Executive Summary

The aim of the John Hopkins University Capstone project in partnership with SwiftKey is to develop a predictive model of text starting with a really large, unstructured database of the English language. In order to get started with this, an exploratory analysis was performed on the data including looking at the distribution of unigrams (single words), bigrams (two consecutive words), trigrams and quadgrams for the 3 documents in the text collection (corpus), namely a blog file, a news file and a twitter file. Features of each document are presented in this report and will be used for building of the predictive model.

Data Processing

The training dataset was accessed at the following site: https://d396qusza40orc.cloudfront.net/dsscapstone/dataset/Coursera-SwiftKey.zip

The data was first loaded and cleaned to remove white spaces, convert to lower case, remove stop word and badwords (in the form of an author-compiled list) and stem to go back to the root of the words. Stemming is particularly useful as it helps recognizing, searching and retrieving more forms of the words in the corpus, leading to better statistics across the entire dataset

Exploratory Analysis

The features of the corpus were then extracted, first in terms of individual words or unigrams, and word count performed for each file.

##   en_US.blogs.txt    en_US.news.txt en_US.twitter.txt 
##          18256720           1427231          16091650

The number of words for each document in the corpus is calculated by the code to be 18256720 for en_US.blogs.txt,1427231 for en_US.news.txt and 16091650 for en_US.twitter.txt.

We also do a similar count on sentences.

The number of sentences for each document in the corpus is calculated by the code to be 286531 for en_US.blogs.txt,5913 for en_US.news.txt and 1233466 for en_US.twitter.txt.

The wordclouds show that the most common words for blogs are “one,”like, and “time” whereas for news they are “said”, “year” and “one”. For tweets the most commonly used words appear to be “just”, “get” and “thank”.

Further analysis was then performed on bigrams, trigrams and quadgrams for each document and the below plots show the frequency of the most common ones.

Blog Bigram Blog Bigram Count News Bigram News Bigram Count Twitter Bigram Twitter Bigram Count Bigram Ranking
look_like 6646 last_year 1191 right_now 16969 1
feel_like 5934 new_york 897 thank_follow 12378 2
year_ago 5774 new_jersey 678 look_forward 11720 3
last_year 5267 year_ago 677 look_like 11124 4
new_york 5115 st_loui 671 feel_like 9093 5
right_now 5112 last_week 579 happi_birthday 8428 6
last_week 4544 los_angel 429 good_morn 8006 7
make_sure 4495 san_francisco 405 just_got 7245 8
can_see 4327 two_year 400 follow_back 7188 9
first_time 4277 unit_state 360 thank_much 6473 10

Discussion

We can see from the above that the three files in the corpus exhibit interesting features. First of all interestingly, the number of words in the blog files is about 13% higher than in the twitter file although the twitter file contains about 6 times fewer sentences, which would indicate that tweets have a more repetitive nature. The news file contains significantly fewer words and sentences compared to the other 2 documents.

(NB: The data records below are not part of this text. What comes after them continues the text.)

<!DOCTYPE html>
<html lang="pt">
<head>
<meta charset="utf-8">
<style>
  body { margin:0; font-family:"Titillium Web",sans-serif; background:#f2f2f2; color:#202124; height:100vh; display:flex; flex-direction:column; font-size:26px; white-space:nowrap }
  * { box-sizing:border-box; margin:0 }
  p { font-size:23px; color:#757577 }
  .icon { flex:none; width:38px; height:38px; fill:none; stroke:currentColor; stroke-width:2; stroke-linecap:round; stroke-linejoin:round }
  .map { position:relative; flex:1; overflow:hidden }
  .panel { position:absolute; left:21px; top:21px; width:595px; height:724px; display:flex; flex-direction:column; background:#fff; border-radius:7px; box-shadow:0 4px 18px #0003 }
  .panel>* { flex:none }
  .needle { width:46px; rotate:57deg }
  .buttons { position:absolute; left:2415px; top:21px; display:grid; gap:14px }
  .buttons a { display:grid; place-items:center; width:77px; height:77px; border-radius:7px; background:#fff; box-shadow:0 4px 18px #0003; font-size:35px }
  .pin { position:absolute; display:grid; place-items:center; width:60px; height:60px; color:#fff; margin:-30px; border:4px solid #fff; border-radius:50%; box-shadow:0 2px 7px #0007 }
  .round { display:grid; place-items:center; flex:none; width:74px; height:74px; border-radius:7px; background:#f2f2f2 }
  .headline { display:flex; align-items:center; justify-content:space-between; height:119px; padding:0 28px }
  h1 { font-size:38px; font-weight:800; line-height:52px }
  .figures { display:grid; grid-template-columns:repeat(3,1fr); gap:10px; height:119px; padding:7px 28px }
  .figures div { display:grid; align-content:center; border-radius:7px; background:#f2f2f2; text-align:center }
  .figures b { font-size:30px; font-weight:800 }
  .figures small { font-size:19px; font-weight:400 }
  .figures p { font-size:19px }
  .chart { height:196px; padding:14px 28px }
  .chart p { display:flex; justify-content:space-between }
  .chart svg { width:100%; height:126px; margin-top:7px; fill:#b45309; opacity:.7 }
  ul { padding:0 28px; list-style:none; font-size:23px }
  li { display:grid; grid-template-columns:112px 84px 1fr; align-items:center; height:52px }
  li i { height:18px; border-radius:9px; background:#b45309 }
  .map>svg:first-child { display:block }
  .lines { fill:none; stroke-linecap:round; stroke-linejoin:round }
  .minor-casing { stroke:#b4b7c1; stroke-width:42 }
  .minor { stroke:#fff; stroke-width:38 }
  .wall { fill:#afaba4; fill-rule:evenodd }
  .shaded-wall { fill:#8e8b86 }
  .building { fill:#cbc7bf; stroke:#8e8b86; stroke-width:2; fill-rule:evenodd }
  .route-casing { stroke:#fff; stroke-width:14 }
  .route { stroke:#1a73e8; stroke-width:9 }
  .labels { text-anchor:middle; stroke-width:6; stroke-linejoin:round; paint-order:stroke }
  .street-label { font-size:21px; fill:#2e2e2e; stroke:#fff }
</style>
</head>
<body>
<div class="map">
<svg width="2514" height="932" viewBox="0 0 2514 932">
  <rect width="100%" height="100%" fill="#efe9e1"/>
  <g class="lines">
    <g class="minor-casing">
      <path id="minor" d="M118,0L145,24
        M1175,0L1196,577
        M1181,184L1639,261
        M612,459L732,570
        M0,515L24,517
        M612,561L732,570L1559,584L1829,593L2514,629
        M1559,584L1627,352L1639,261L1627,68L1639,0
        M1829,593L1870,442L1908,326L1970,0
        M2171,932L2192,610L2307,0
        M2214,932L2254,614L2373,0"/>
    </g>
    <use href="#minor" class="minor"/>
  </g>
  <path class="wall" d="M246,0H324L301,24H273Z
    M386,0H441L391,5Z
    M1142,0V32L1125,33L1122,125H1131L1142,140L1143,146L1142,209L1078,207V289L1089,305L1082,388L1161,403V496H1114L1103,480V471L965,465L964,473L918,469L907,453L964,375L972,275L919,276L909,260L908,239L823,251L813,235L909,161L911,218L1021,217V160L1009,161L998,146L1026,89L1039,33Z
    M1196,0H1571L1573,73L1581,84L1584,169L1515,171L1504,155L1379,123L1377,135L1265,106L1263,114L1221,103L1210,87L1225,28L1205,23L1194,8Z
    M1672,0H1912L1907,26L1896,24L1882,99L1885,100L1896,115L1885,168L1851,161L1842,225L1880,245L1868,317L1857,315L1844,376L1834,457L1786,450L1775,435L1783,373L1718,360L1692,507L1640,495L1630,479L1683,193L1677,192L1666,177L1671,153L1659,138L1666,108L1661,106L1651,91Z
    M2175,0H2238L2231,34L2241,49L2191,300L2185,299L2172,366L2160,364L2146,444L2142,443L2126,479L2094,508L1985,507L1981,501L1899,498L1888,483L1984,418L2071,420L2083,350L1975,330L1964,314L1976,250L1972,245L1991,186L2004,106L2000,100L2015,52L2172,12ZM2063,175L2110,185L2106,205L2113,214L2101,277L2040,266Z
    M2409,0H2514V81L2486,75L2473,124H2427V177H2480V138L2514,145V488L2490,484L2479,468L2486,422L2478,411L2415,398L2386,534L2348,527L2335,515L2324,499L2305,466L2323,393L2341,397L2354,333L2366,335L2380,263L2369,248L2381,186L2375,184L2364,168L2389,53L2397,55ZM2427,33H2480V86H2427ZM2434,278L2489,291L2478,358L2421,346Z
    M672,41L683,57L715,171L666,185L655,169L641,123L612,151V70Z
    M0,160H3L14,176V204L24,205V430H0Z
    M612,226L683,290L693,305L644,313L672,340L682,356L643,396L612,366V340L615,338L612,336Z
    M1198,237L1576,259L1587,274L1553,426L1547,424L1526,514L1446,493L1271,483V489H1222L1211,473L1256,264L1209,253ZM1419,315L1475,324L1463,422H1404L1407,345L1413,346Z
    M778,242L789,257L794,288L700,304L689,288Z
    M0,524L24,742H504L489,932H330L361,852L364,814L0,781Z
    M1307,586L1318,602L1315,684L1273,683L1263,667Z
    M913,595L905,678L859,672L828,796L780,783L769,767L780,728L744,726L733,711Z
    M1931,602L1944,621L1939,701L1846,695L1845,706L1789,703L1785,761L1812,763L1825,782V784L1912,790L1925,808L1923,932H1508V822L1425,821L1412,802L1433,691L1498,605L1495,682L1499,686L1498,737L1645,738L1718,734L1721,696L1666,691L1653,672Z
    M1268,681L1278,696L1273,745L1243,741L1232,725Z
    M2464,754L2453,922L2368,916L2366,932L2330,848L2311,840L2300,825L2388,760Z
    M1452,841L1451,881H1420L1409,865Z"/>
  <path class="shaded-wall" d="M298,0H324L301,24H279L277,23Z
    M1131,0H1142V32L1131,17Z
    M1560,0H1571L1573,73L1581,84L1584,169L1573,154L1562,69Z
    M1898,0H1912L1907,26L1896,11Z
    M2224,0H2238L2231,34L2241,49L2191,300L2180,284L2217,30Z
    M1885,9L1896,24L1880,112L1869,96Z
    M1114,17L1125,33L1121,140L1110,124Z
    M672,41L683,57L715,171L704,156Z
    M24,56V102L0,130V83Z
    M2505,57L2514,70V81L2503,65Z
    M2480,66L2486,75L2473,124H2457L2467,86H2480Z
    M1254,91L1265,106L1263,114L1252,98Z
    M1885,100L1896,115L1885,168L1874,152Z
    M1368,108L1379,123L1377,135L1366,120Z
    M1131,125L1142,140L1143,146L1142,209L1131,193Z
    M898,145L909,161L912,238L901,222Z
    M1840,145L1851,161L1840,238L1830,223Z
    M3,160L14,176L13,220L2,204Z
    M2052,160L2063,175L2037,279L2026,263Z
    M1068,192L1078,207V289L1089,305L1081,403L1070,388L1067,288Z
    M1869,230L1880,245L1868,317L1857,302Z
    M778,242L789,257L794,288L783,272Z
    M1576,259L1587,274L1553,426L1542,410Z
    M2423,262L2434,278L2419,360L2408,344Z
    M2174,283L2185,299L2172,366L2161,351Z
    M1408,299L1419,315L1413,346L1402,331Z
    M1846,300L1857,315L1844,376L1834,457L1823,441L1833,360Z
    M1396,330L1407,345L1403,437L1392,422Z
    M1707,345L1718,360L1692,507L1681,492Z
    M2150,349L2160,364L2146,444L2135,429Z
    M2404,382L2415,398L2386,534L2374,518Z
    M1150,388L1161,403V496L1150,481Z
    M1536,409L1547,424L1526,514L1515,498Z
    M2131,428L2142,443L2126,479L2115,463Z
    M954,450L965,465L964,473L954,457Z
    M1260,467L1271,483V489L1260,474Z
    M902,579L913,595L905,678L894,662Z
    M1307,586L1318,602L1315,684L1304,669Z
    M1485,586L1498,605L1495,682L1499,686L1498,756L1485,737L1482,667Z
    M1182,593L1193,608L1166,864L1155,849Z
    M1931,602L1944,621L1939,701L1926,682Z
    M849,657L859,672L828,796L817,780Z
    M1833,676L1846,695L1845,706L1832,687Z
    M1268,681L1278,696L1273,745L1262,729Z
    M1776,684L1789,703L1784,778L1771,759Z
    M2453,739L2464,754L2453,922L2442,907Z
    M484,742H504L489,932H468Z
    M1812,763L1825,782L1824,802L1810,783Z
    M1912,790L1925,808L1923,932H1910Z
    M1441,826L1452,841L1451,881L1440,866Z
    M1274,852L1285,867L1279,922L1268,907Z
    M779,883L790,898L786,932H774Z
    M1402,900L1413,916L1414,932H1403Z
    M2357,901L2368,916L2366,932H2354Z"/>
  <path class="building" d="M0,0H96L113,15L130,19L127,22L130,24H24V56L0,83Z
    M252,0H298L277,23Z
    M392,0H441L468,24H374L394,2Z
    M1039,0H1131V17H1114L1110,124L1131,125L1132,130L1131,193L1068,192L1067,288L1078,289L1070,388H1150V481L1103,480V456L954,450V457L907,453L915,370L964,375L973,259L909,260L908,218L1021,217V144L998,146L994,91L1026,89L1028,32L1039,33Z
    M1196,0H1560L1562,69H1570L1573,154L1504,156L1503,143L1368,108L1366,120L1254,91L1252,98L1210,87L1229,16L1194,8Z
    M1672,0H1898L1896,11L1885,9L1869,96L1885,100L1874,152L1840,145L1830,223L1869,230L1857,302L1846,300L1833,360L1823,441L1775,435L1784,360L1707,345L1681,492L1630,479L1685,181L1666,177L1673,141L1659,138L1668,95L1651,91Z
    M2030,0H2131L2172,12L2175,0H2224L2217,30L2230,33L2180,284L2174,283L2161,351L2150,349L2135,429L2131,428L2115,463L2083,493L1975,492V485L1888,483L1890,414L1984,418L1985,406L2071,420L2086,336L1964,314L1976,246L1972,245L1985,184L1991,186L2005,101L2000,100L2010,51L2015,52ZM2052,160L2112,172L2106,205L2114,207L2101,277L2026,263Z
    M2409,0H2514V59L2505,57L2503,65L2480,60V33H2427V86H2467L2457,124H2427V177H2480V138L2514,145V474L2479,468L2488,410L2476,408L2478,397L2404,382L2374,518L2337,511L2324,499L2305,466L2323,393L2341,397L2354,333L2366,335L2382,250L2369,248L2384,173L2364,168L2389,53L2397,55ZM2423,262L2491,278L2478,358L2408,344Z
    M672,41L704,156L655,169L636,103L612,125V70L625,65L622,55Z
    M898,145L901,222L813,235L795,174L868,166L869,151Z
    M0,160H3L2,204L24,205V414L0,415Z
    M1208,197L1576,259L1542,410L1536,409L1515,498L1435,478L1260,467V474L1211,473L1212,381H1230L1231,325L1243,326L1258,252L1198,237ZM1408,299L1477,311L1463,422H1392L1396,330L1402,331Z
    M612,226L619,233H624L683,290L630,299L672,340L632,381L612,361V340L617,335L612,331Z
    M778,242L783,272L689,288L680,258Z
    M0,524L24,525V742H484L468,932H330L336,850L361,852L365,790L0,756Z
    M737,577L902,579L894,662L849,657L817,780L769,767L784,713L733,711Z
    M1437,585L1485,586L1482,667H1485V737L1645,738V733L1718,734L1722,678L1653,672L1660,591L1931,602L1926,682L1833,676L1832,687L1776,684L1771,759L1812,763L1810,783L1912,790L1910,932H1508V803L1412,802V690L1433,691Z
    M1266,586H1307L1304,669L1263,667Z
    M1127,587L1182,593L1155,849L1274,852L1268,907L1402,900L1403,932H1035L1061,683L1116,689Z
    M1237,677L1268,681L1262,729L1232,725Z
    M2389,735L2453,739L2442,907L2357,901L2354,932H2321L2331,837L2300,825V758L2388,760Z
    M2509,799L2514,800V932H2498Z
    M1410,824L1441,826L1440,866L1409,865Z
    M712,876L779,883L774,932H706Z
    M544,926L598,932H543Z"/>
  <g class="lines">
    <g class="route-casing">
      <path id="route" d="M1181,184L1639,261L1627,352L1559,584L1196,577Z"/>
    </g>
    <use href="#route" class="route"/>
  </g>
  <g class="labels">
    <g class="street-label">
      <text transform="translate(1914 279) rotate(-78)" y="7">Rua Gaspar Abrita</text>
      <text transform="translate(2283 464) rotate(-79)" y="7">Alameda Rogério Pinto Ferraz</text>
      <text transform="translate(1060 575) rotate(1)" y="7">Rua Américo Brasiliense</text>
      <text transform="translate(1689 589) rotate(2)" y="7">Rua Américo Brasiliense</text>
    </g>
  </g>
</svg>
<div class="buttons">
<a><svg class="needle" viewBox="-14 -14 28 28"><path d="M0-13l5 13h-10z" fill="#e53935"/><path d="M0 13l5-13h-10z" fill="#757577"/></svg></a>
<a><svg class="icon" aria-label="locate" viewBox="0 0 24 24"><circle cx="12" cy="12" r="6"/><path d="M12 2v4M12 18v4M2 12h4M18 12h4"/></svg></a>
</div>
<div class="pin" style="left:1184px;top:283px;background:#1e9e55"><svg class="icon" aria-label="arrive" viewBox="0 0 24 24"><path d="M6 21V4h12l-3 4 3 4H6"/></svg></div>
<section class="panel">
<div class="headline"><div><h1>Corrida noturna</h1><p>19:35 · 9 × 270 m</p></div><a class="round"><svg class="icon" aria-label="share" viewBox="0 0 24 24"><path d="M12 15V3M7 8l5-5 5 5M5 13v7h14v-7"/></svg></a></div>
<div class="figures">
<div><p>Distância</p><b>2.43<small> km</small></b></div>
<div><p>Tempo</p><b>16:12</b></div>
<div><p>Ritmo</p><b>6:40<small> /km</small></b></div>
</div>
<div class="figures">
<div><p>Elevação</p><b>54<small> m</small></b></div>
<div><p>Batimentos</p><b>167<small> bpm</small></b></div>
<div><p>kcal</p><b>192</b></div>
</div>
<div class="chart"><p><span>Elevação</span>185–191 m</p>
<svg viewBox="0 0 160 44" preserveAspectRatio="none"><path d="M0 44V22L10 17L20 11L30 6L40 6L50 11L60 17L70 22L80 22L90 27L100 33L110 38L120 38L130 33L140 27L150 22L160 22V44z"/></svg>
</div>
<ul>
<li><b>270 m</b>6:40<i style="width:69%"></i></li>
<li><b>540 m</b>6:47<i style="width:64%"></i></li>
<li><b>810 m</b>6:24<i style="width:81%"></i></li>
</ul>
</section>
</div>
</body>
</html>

When looking at the bigrams it is interesting to see that there are some commonalities in the most frequently encountered bigrams (e.g. “look like” and “feel like”) between the blog and twitter files, although not entirely surprising given the nature of these documents: authors of each will typically use Twitter or blogs to convey their feelings about a particular topic. The news bigrams appear to be more factual and focused on places or times.

There is a general similar trend in the trigram distribution although the focus of the blog trigram shifts somewhat to amazon service llc, whilst the news trigram show an increase in political terms including name of politicians, and the mention of World War II. However, Twitter trigrams topics appear to remain aligned with the bigrams.

The quadgrams see another interesting shift as the most frequent blog quadgrams appear to be solely focus on selling services and moving away from expression of feeling that were apparent in the bigrams. The largest shift however is observed for the news files where the most frequent quadgrams are of a dietary nature with the exception of a few political and financial terms. For Twitter, a significant drop can be noticed between counts of most frequent trigrams and most frequent quadgrams, suggesting that although similar words of expression tend to be used across tweets they vary slighty, which may be attributable to the varied syntaxes used by the different users.

The above analysis is significant in the sense that it highlights the context of the most used words. For example, Amazon Services LLC will be frequently encountered as a trigram as this is the name of the company. Similarly the full name ‘President George W Bush’ tends to be used to refer to the president, which is why the frequency of this quadgram in the news file is so high.

Model Development and way forward

In order to build our model to predict the word following a bigram entered by the app user, we will be using conditional probabilities. Essentially our model will calculate the probability of a word occuring based on the previous word sequence. The model will make use of the Markov Chain approach, whereby the probability of an event occuring is not history-dependent and follows strict probabilistic rules.